La stessa scaletta scelta e montata esprime questo intento, coinvolgendo anche alcuni artisti amici della band, come H.E.R. (che abbiamo visto di recente nella rivisitazione celebrativa de La Bella e la Bestia) e Jin dei BTS, gruppo k-pop sudcoreano, con cui hanno iniziato una collaborazione pochi anni fa. Da lì è nata una delle canzoni più di successo della band, My Universe, ed una delle performance più coinvolgenti durante il tour e il film, My Astronaut, che debuttava a livello mondiale proprio in quest'occasione per augurare buona fortuna al ragazzo, poiché aveva deciso di arruolarsi nell'esercito coreano proprio in quei giorni ed era volato al concerto apposta. Mai coinvolgenti tanto quanto i grandi classici della band, ovviamente, perché iscritti storicamente nel firmamento musicale: da Fix You a The Scientist, da Viva la Vida a Every Teardrop is a Waterfall o ancora Something Just Like This, fino alla più recente Higher Power.
(Auto)celebrazione spettacolare
Capiamo che essendo Coldplay - Music of the Spheres: Live at River Plate il montaggio di un concerto dal vivo non c'era molto margine di approfondimento, ma questo non è totalmente vero perché quei pochi contributi della band vengono relegati ai titoli di coda. Peccato, perché sarebbe stato molto più interessante intervallarli alle esibizioni.
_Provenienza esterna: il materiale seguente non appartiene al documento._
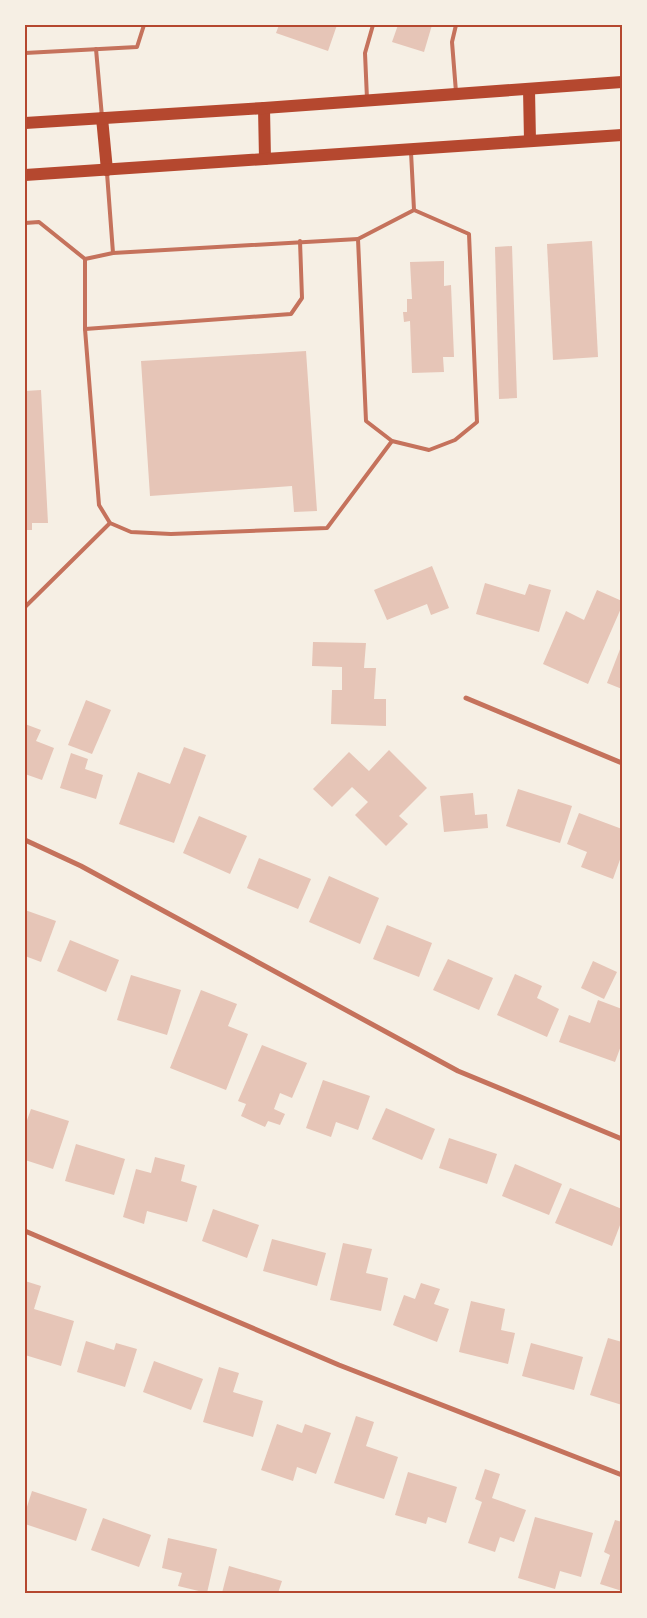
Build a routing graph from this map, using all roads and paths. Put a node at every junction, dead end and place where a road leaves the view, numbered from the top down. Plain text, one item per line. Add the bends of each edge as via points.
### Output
1 (144, 25) edge
2 (373, 25) edge
3 (456, 25) edge
4 (96, 49) junction
5 (25, 53) edge
6 (622, 82) edge
7 (529, 89) junction
8 (456, 94) junction
9 (367, 101) junction
10 (264, 108) junction
11 (102, 118) junction
12 (25, 123) edge
13 (622, 135) edge
14 (530, 140) junction
15 (411, 150) junction
16 (265, 158) junction
17 (107, 170) junction
18 (25, 175) edge
19 (414, 210) junction
20 (25, 223) edge
21 (358, 239) junction
22 (300, 241) junction
23 (113, 253) junction
24 (85, 259) junction
25 (85, 329) junction
26 (392, 441) junction
27 (110, 523) junction
28 (25, 607) edge
29 (466, 698) dead end
30 (622, 763) edge
31 (25, 840) edge
32 (622, 1139) edge
33 (25, 1231) edge
34 (622, 1476) edge

1 - 4 lane via 137,47
2 - 9 lane via 365,54
3 - 8 lane via 452,42
4 - 5 lane
4 - 11 lane
6 - 7 main road
7 - 8 main road
7 - 14 main road
8 - 9 main road
9 - 10 main road
10 - 11 main road
10 - 16 main road
11 - 12 main road
11 - 17 main road
13 - 14 main road
14 - 15 main road
15 - 16 main road
15 - 19 lane
16 - 17 main road
17 - 18 main road
17 - 23 lane
19 - 21 lane
19 - 26 lane via 469,234 477,422 455,440 429,450
20 - 24 lane via 40,222
21 - 22 lane
21 - 26 lane via 366,421
22 - 23 lane
22 - 25 lane via 302,298 291,314
23 - 24 lane
24 - 25 lane
25 - 27 lane via 100,505
26 - 27 lane via 327,528 171,534 130,532
27 - 28 lane
29 - 30 street
31 - 32 street via 81,866 458,1071
33 - 34 street via 339,1365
Qui infatti cade un po' il palco costruito ad arte dal regista Paul Dugdale, vincitore di un BAFTA e nominato ai Grammy - che già aveva seguito altri artisti in tour, non solo gli stessi Coldplay nel 2012 ma anche Taylor Swift, Shawn Mendes e i Rolling Stones - e dal direttore creativo Phil Harvey, storicamente considerato il quinto membro della band. Si tratta alla fine di un'(auto)celebrazione dei Coldplay, per quanto coinvolgente e meritata, piuttosto che un raccontare il significato di quel preciso tour e concerto per loro.
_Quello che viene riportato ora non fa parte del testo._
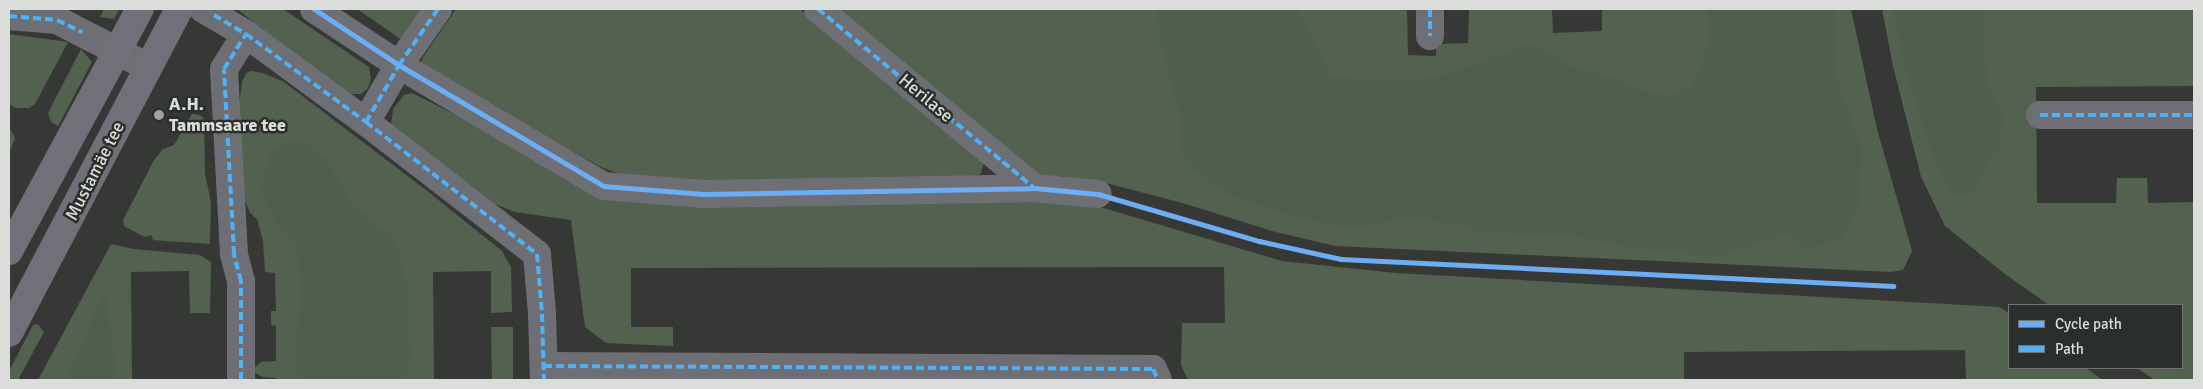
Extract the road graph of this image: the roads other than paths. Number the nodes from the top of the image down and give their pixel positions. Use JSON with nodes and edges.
{"nodes":[{"id":1,"x":140,"y":9,"type":"edge"},
{"id":2,"x":179,"y":9,"type":"edge"},
{"id":3,"x":314,"y":9,"type":"edge"},
{"id":4,"x":438,"y":9,"type":"edge"},
{"id":5,"x":818,"y":9,"type":"edge"},
{"id":6,"x":1430,"y":9,"type":"edge"},
{"id":7,"x":208,"y":12,"type":"edge"},
{"id":8,"x":9,"y":16,"type":"edge"},
{"id":9,"x":246,"y":34,"type":"junction"},
{"id":10,"x":1430,"y":36,"type":"dead end"},
{"id":11,"x":118,"y":50,"type":"junction"},
{"id":12,"x":398,"y":65,"type":"junction"},
{"id":13,"x":148,"y":67,"type":"junction"},
{"id":14,"x":2194,"y":114,"type":"edge"},
{"id":15,"x":2040,"y":115,"type":"dead end"},
{"id":16,"x":366,"y":122,"type":"junction"},
{"id":17,"x":1034,"y":188,"type":"junction"},
{"id":18,"x":1098,"y":194,"type":"dead end"},
{"id":19,"x":9,"y":251,"type":"edge"},
{"id":20,"x":9,"y":333,"type":"edge"},
{"id":21,"x":544,"y":373,"type":"edge"},
{"id":22,"x":241,"y":380,"type":"edge"},
{"id":23,"x":1158,"y":380,"type":"edge"}],
"edges":[{"from":1,"to":11,"type":"main road","name":"Mustamäe tee"},
{"from":2,"to":13,"type":"main road","name":"Mustamäe tee"},
{"from":3,"to":12,"type":"street"},
{"from":4,"to":12,"type":"street"},
{"from":5,"to":17,"type":"street","name":"Herilase"},
{"from":6,"to":10,"type":"street"},
{"from":7,"to":9,"type":"street"},
{"from":8,"to":11,"type":"street"},
{"from":9,"to":16,"type":"street"},
{"from":9,"to":22,"type":"street"},
{"from":11,"to":13,"type":"street"},
{"from":11,"to":19,"type":"main road","name":"Mustamäe tee"},
{"from":12,"to":16,"type":"street"},
{"from":12,"to":17,"type":"street"},
{"from":13,"to":20,"type":"main road","name":"Mustamäe tee"},
{"from":14,"to":15,"type":"street"},
{"from":16,"to":21,"type":"street"},
{"from":17,"to":18,"type":"street"},
{"from":21,"to":23,"type":"street"}]}
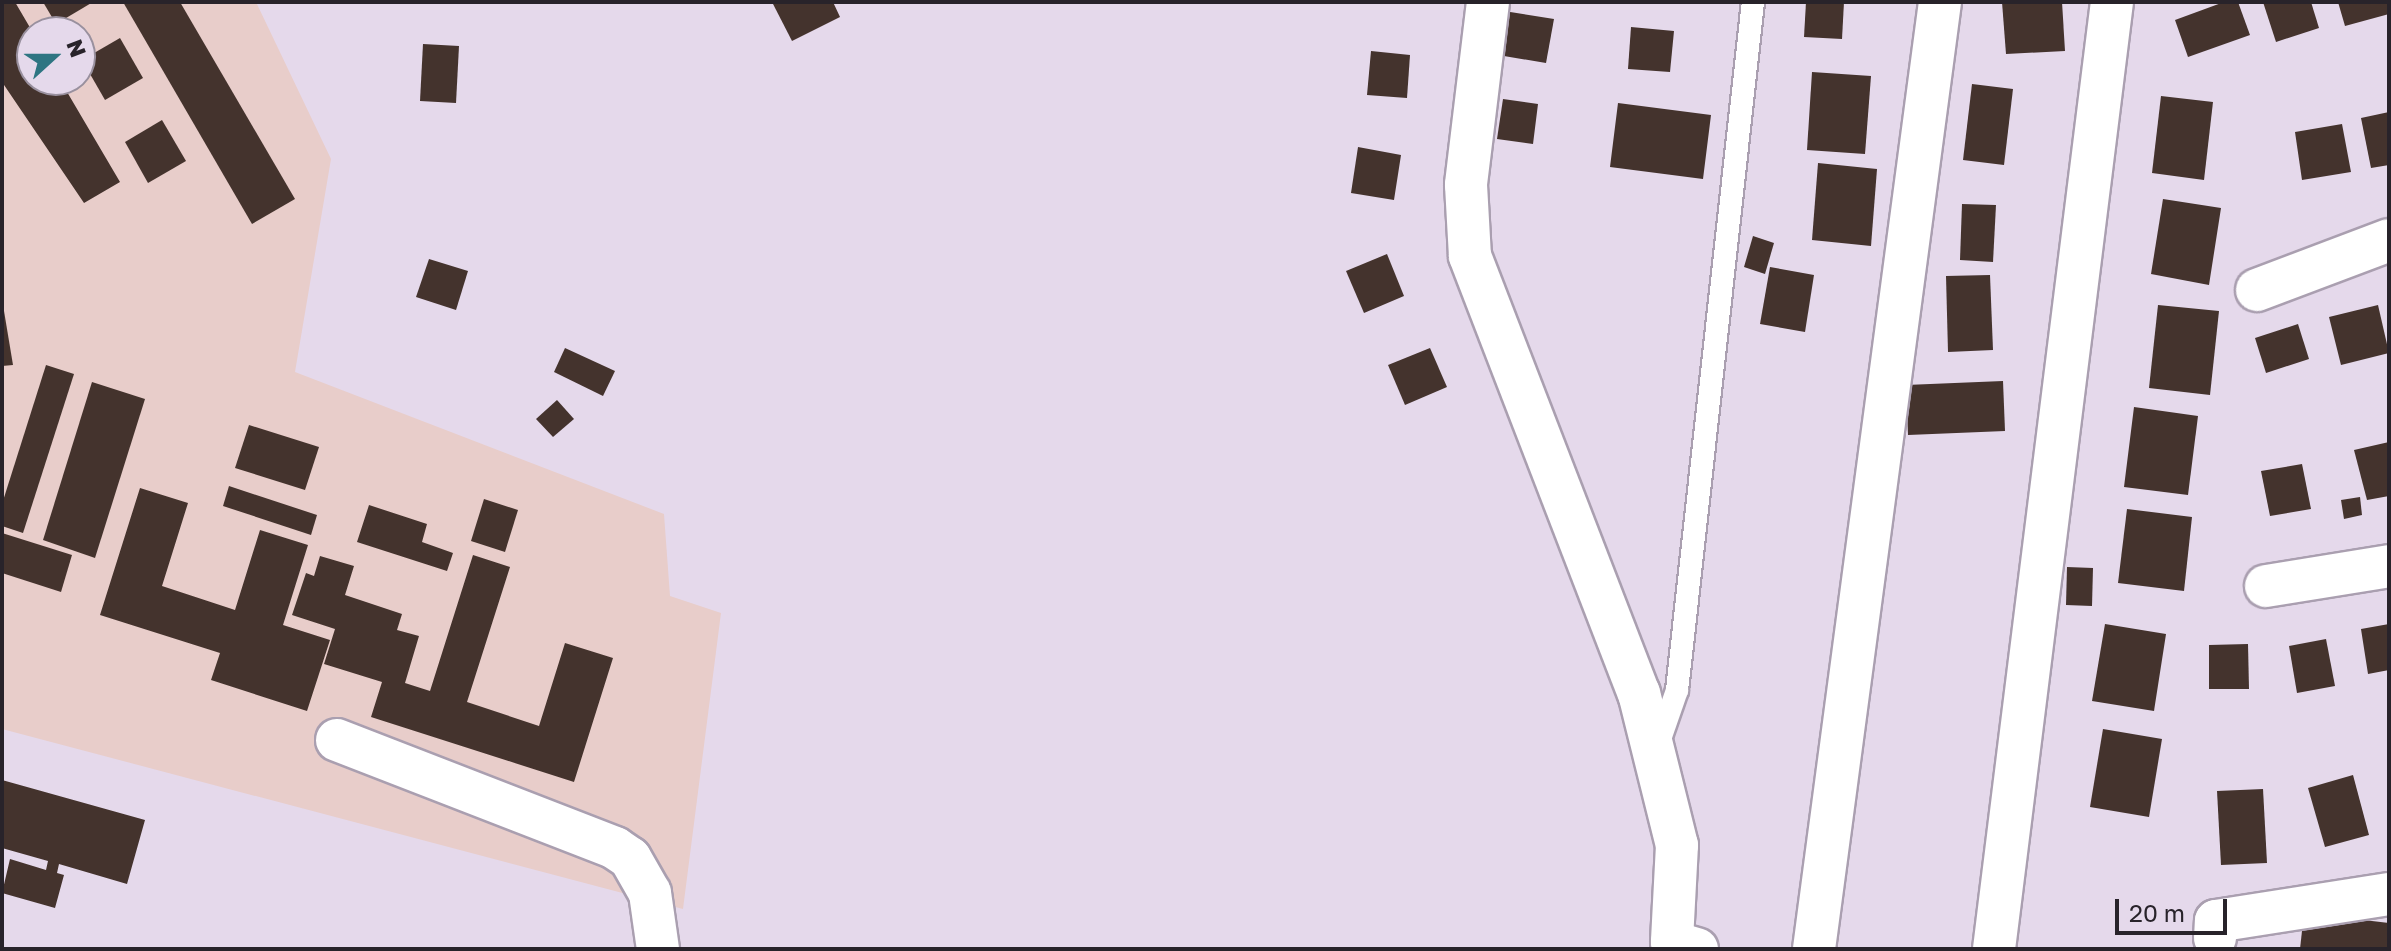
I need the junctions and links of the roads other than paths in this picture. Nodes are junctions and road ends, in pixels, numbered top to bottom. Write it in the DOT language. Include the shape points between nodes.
graph roads {
  1 [pos="1488,2"];
  2 [pos="1753,2"];
  3 [pos="1940,2"];
  4 [pos="2112,2"];
  5 [pos="2389,240"];
  6 [pos="2257,290"];
  7 [pos="2389,566"];
  8 [pos="2266,586"];
  9 [pos="337,740"];
  10 [pos="1656,751"];
  11 [pos="2389,894"];
  12 [pos="2215,938"];
  13 [pos="1679,947"];
  14 [pos="658,949"];
  15 [pos="1814,949"];
  16 [pos="1994,949"];
  1 -- 10 [label="street" via="1466,185 1470,256"];
  2 -- 10 [label="lane" via="1677,690"];
  3 -- 15 [label="street"];
  4 -- 16 [label="street"];
  5 -- 6 [label="street"];
  7 -- 8 [label="street"];
  9 -- 14 [label="street" via="615,848 630,858 650,893"];
  10 -- 13 [label="street" via="1677,845"];
  11 -- 12 [label="street" via="2216,921"];
}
Del resto l'album Music Of The Spheres è già certificato oro in Italia e ha venduto oltre 1,7 milioni di copie in tutto il mondo. Molto viene lasciato tra le righe alle parole di Chris sul palco che intervallano le performance e gli permettono di riprendere fiato. La regia, un mix di droni e tecniche di ripresa a 360°, e il montaggio, psichedelico, iper-dinamico, coloratissimo al neon, totalmente immersivo in giro per lo stadio con audio remixato e rimasterizzato per carpire al massimo l'effetto surround delle canzoni, è un gran bel regalo per i fan del gruppo ma alla fine è proprio lì che si ferma, essendo pensato per la sala.
Conclusioni
Ciò che abbiamo sottolineato nella recensione di Coldplay - Music Of The Spheres: Live at River Plate è che il miglior pregio e allo stesso tempo il peggior difetto del documentario musicale è l’essersi mantenuti sulla spettacolarità dell’evento e meno sull’approfondimento del dietro le quinte e dei pensieri della band, lasciati alle parole di Chris Martin sul palco. A livello visivo rimane però uno spettacolo mozzafiato che farà girare la testa al cinema… anche se sarebbe stato meglio a quel punto essere lì dal vivo per un vero e proprio concerto.
Perché ci piace
- Il messaggio tra le righe di riabbracciare l’umanità del mondo dopo la pandemia e in tempo di guerra e crisi economica.
- I brani scelti, tra vecchie glorie e nuove hit, guest star musicali comprese.
- La regia e il montaggio ad arte ci fanno sentire come se fossimo in quello stadio di Buenos Aires...
Cosa non va
- ... però non siamo lì per davvero e quello in fondo sarebbe stato la vera esperienza.
- La durata si fa un po’ sentire soprattutto nella parte centrale.
- Gli approfondimenti dietro le quinte con le testimonianze della band vengono relegati ai titoli di coda, lasciando il documentario come (auto)celebrazione superficiale e poco più.